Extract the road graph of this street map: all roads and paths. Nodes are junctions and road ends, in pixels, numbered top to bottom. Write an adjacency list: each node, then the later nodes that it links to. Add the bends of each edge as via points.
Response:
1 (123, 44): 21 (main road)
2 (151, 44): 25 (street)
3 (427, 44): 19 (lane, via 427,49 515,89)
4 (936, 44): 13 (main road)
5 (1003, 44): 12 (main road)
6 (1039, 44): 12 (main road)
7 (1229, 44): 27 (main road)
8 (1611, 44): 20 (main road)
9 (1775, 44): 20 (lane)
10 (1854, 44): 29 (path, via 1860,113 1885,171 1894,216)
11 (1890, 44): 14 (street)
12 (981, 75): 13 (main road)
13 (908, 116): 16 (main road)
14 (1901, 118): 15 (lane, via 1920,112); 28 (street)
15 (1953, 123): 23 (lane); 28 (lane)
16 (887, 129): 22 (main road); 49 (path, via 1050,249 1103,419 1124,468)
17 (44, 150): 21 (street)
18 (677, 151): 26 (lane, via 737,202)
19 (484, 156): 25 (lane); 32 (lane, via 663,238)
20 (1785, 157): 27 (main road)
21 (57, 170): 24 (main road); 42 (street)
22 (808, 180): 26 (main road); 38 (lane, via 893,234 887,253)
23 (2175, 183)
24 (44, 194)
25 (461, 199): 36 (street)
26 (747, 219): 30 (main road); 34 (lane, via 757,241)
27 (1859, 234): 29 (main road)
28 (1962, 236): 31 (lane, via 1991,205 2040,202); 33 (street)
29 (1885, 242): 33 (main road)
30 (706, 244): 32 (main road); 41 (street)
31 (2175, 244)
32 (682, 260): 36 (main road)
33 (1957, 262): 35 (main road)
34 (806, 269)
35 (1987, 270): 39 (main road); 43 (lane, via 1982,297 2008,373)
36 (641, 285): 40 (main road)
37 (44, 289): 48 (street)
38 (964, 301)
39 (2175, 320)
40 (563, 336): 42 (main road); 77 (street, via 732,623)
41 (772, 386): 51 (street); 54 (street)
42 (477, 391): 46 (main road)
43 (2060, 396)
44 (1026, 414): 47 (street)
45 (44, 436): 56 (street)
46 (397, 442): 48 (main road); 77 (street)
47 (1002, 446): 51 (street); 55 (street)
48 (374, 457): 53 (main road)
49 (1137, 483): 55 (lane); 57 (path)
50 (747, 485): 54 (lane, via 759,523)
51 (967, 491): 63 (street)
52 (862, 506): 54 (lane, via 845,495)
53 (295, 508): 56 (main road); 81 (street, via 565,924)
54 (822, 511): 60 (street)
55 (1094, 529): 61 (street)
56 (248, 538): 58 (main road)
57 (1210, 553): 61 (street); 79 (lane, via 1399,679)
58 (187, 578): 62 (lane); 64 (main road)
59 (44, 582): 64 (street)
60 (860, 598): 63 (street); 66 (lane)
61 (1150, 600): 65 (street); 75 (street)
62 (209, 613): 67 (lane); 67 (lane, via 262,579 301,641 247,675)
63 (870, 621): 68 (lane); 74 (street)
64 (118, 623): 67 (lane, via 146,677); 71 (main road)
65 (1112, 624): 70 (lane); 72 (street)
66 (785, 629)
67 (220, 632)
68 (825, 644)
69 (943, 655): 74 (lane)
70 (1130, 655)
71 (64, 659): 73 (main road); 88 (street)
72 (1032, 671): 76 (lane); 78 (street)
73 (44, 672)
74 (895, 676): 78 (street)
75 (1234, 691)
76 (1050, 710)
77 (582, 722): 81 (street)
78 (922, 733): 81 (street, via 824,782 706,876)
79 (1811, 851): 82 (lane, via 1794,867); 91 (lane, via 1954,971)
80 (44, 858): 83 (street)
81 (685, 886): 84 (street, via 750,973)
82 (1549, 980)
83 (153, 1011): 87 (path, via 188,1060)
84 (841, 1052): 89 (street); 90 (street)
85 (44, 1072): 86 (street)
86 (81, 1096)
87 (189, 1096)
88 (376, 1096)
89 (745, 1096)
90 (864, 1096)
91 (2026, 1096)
▬▬▬▬▬▬
- **WHAT THIS TASK INVOLVES**
Output the data once more, exactly as it appears above.

- **ANSWER TO THE EXERCISE**
Extract the road graph of this street map: all roads and paths. Nodes are junctions and road ends, in pixels, numbered top to bottom. Write an adjacency list: each node, then the later nodes that it links to. Add the bends of each edge as via points.
Response:
1 (123, 44): 21 (main road)
2 (151, 44): 25 (street)
3 (427, 44): 19 (lane, via 427,49 515,89)
4 (936, 44): 13 (main road)
5 (1003, 44): 12 (main road)
6 (1039, 44): 12 (main road)
7 (1229, 44): 27 (main road)
8 (1611, 44): 20 (main road)
9 (1775, 44): 20 (lane)
10 (1854, 44): 29 (path, via 1860,113 1885,171 1894,216)
11 (1890, 44): 14 (street)
12 (981, 75): 13 (main road)
13 (908, 116): 16 (main road)
14 (1901, 118): 15 (lane, via 1920,112); 28 (street)
15 (1953, 123): 23 (lane); 28 (lane)
16 (887, 129): 22 (main road); 49 (path, via 1050,249 1103,419 1124,468)
17 (44, 150): 21 (street)
18 (677, 151): 26 (lane, via 737,202)
19 (484, 156): 25 (lane); 32 (lane, via 663,238)
20 (1785, 157): 27 (main road)
21 (57, 170): 24 (main road); 42 (street)
22 (808, 180): 26 (main road); 38 (lane, via 893,234 887,253)
23 (2175, 183)
24 (44, 194)
25 (461, 199): 36 (street)
26 (747, 219): 30 (main road); 34 (lane, via 757,241)
27 (1859, 234): 29 (main road)
28 (1962, 236): 31 (lane, via 1991,205 2040,202); 33 (street)
29 (1885, 242): 33 (main road)
30 (706, 244): 32 (main road); 41 (street)
31 (2175, 244)
32 (682, 260): 36 (main road)
33 (1957, 262): 35 (main road)
34 (806, 269)
35 (1987, 270): 39 (main road); 43 (lane, via 1982,297 2008,373)
36 (641, 285): 40 (main road)
37 (44, 289): 48 (street)
38 (964, 301)
39 (2175, 320)
40 (563, 336): 42 (main road); 77 (street, via 732,623)
41 (772, 386): 51 (street); 54 (street)
42 (477, 391): 46 (main road)
43 (2060, 396)
44 (1026, 414): 47 (street)
45 (44, 436): 56 (street)
46 (397, 442): 48 (main road); 77 (street)
47 (1002, 446): 51 (street); 55 (street)
48 (374, 457): 53 (main road)
49 (1137, 483): 55 (lane); 57 (path)
50 (747, 485): 54 (lane, via 759,523)
51 (967, 491): 63 (street)
52 (862, 506): 54 (lane, via 845,495)
53 (295, 508): 56 (main road); 81 (street, via 565,924)
54 (822, 511): 60 (street)
55 (1094, 529): 61 (street)
56 (248, 538): 58 (main road)
57 (1210, 553): 61 (street); 79 (lane, via 1399,679)
58 (187, 578): 62 (lane); 64 (main road)
59 (44, 582): 64 (street)
60 (860, 598): 63 (street); 66 (lane)
61 (1150, 600): 65 (street); 75 (street)
62 (209, 613): 67 (lane); 67 (lane, via 262,579 301,641 247,675)
63 (870, 621): 68 (lane); 74 (street)
64 (118, 623): 67 (lane, via 146,677); 71 (main road)
65 (1112, 624): 70 (lane); 72 (street)
66 (785, 629)
67 (220, 632)
68 (825, 644)
69 (943, 655): 74 (lane)
70 (1130, 655)
71 (64, 659): 73 (main road); 88 (street)
72 (1032, 671): 76 (lane); 78 (street)
73 (44, 672)
74 (895, 676): 78 (street)
75 (1234, 691)
76 (1050, 710)
77 (582, 722): 81 (street)
78 (922, 733): 81 (street, via 824,782 706,876)
79 (1811, 851): 82 (lane, via 1794,867); 91 (lane, via 1954,971)
80 (44, 858): 83 (street)
81 (685, 886): 84 (street, via 750,973)
82 (1549, 980)
83 (153, 1011): 87 (path, via 188,1060)
84 (841, 1052): 89 (street); 90 (street)
85 (44, 1072): 86 (street)
86 (81, 1096)
87 (189, 1096)
88 (376, 1096)
89 (745, 1096)
90 (864, 1096)
91 (2026, 1096)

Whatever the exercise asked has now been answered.